Bahrain may be the first pure grand prix of the season. As always, Melbourne was a safety-car stunted crash fest where the only true pace we got to observe was the FIA’s snail speed bureaucracy which still hasn’t finished its proceedings with the hapless McLaren team.
Sepang has traditionally been the race that everybody starts to see how the championship is going to unfold, but this year Bernie, in his infinite wisdom, decided to push back the start of the race so that it would end at twilight despite protests from local organizers that they get monsoon rain every day in the late afternoon. So we got to discuss safety cars, red flags and half points for the lead up to China.
Before the Chinese Grand Prix, the FIA deemed to finally rule on the diffuser issue which it had know about for months ahead of time. Why this was even up for appeal is beyond me, since the diffuser cars passed scrutineering. Why is it that the teams have to lodge protests to get the FIA to actually rule on questionable legality?

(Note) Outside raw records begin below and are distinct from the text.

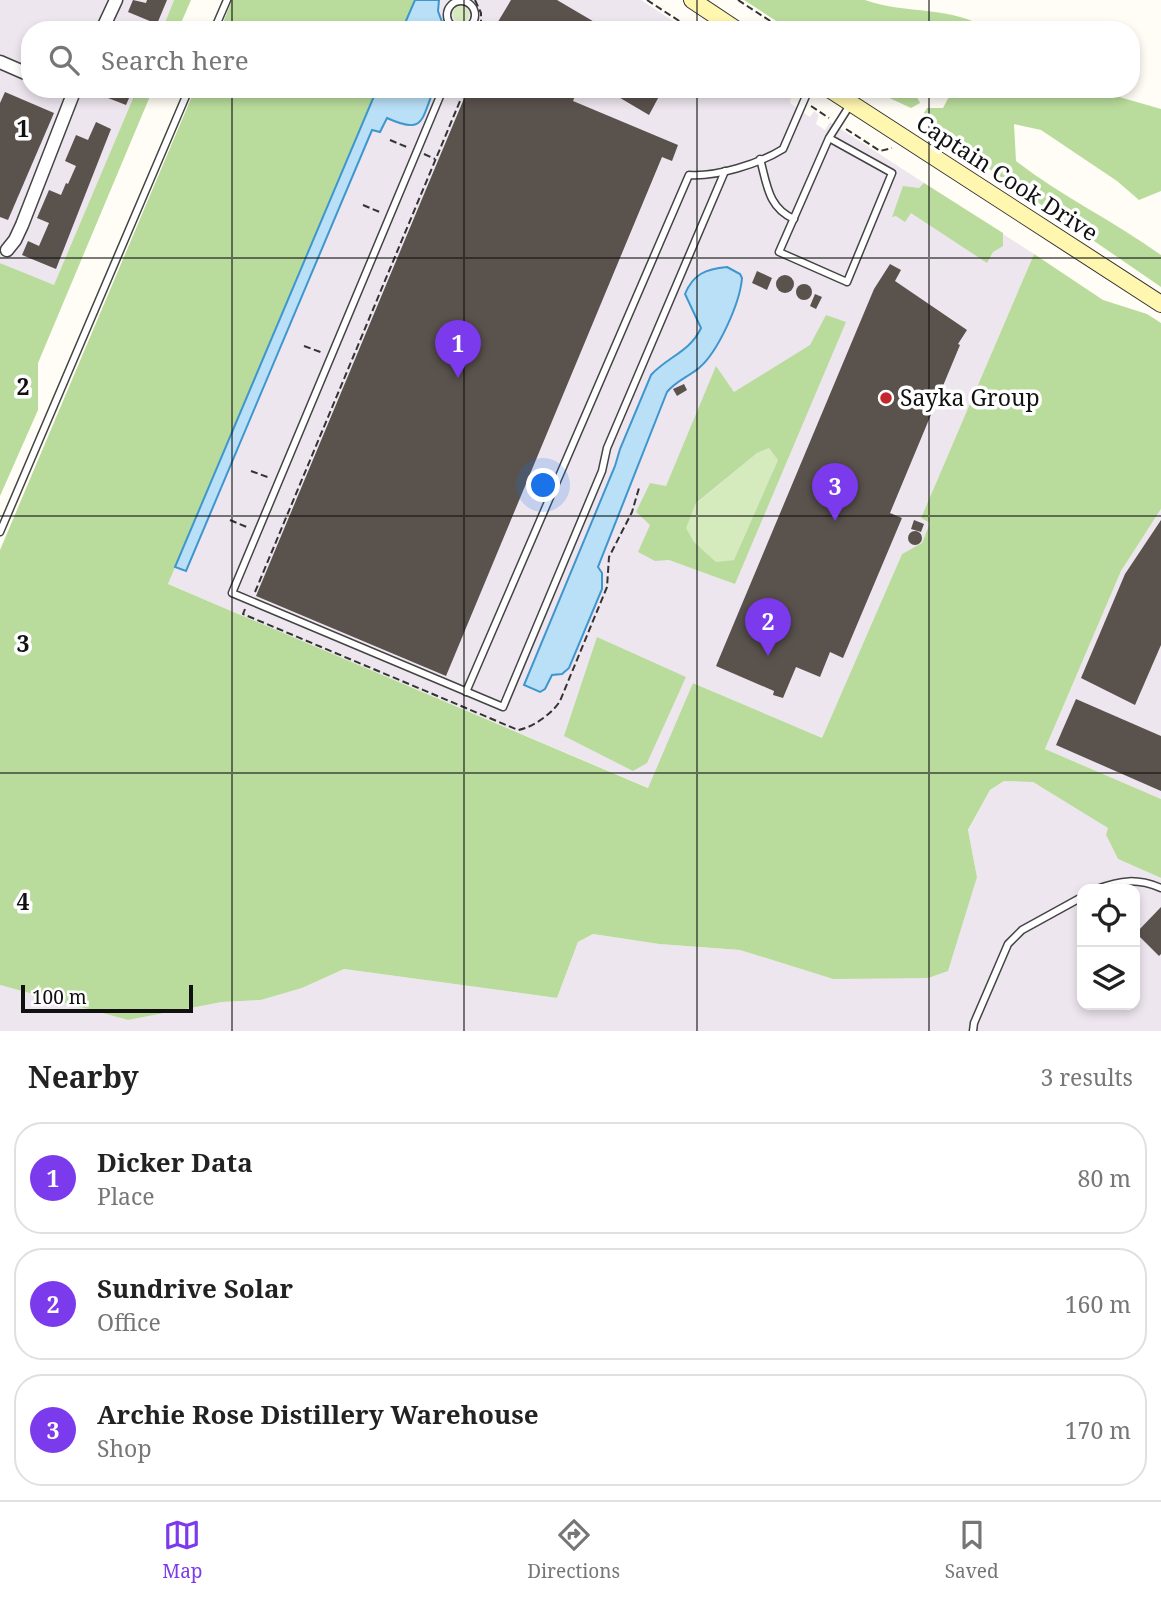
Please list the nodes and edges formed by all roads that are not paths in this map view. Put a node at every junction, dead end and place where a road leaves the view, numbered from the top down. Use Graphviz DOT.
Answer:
graph roads {
  1 [pos="116,0"];
  2 [pos="227,0"];
  3 [pos="459,0"];
  4 [pos="692,0"];
  5 [pos="106,21"];
  6 [pos="218,21"];
  7 [pos="448,21"];
  8 [pos="473,21"];
  9 [pos="724,21"];
  10 [pos="0,62"];
  11 [pos="21,71"];
  12 [pos="68,98"];
  13 [pos="185,98"];
  14 [pos="439,98"];
  15 [pos="805,98"];
  16 [pos="842,98"];
  17 [pos="850,103"];
  18 [pos="829,138"];
  19 [pos="760,159"];
  20 [pos="725,171"];
  21 [pos="794,219"];
  22 [pos="7,250"];
  23 [pos="1161,304"];
  24 [pos="0,532"];
  25 [pos="466,692"];
  26 [pos="1113,884"];
  27 [pos="1161,888"];
  28 [pos="1077,900"];
  29 [pos="973,1031"];
  1 -- 5 [label="street"];
  2 -- 6 [label="lane"];
  3 -- 7 [label="lane"];
  3 -- 8 [label="lane"];
  4 -- 9 [label="main road"];
  10 -- 11 [label="street"];
  12 -- 22 [label="street"];
  13 -- 24 [label="lane"];
  14 -- 25 [label="lane"];
  15 -- 19 [label="lane"];
  16 -- 17 [label="main road, Captain Cook Drive"];
  17 -- 18 [label="lane"];
  17 -- 23 [label="main road, Captain Cook Drive"];
  18 -- 21 [label="lane"];
  18 -- 21 [label="lane"];
  19 -- 20 [label="lane"];
  19 -- 21 [label="lane"];
  20 -- 25 [label="lane"];
  20 -- 25 [label="lane"];
  26 -- 27 [label="lane"];
  28 -- 29 [label="lane"];
}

Why wasn’t it made known to all participants before the season started whether their cars were legal or not? Seems like a bad way to run a multi-billion dollar sport.
So, heading into this weekends grand prix in Bahrain, we may finally have a chance to have a race that isn’t stunted by safety cars, rain, and results of pending appeals, save the outstanding McLaren situation. McLaren will meet with the WMSC on Wednesday, April 29th to hear of their fate for the lie-for-a-point scandal. Based on the FIA’s treatment of the team in the past and on their apparent lack of pace so far, it would be safe to assume that the Paragon squad will be out of contention for either championship this year.
All eyes will be on Brawn and Red Bull this weekend to see just how fast these cars really are without the encumbrances of the previous races as they have clearly placed themselves in unlikely contention for the driver’s and constructor’s championships. But let’s not forget that Toyota and William’s are following close behind.
The irony of this season so far is that while Max Mosely is calling for radical cost saving proposals, it is business as usual with the teams who are spending millions on development of the KERS system that is seeing limited use so far and on rear diffuser development now that the FIA has greenlighted the double decker interpretation.
It remains to be seen though if these massive investments will pay off for the rest of the grid since Brawn already has pulled out to a dominant lead despite the circumstances of the previous grands prix. We may behold Schumacher style yawner races with Button and Barichello sprinting out to a comfortable 1/2 lap lead. Catch up may not be possible for the rest of the grid, but for Ferrari and McLaren, saving face may be far more important.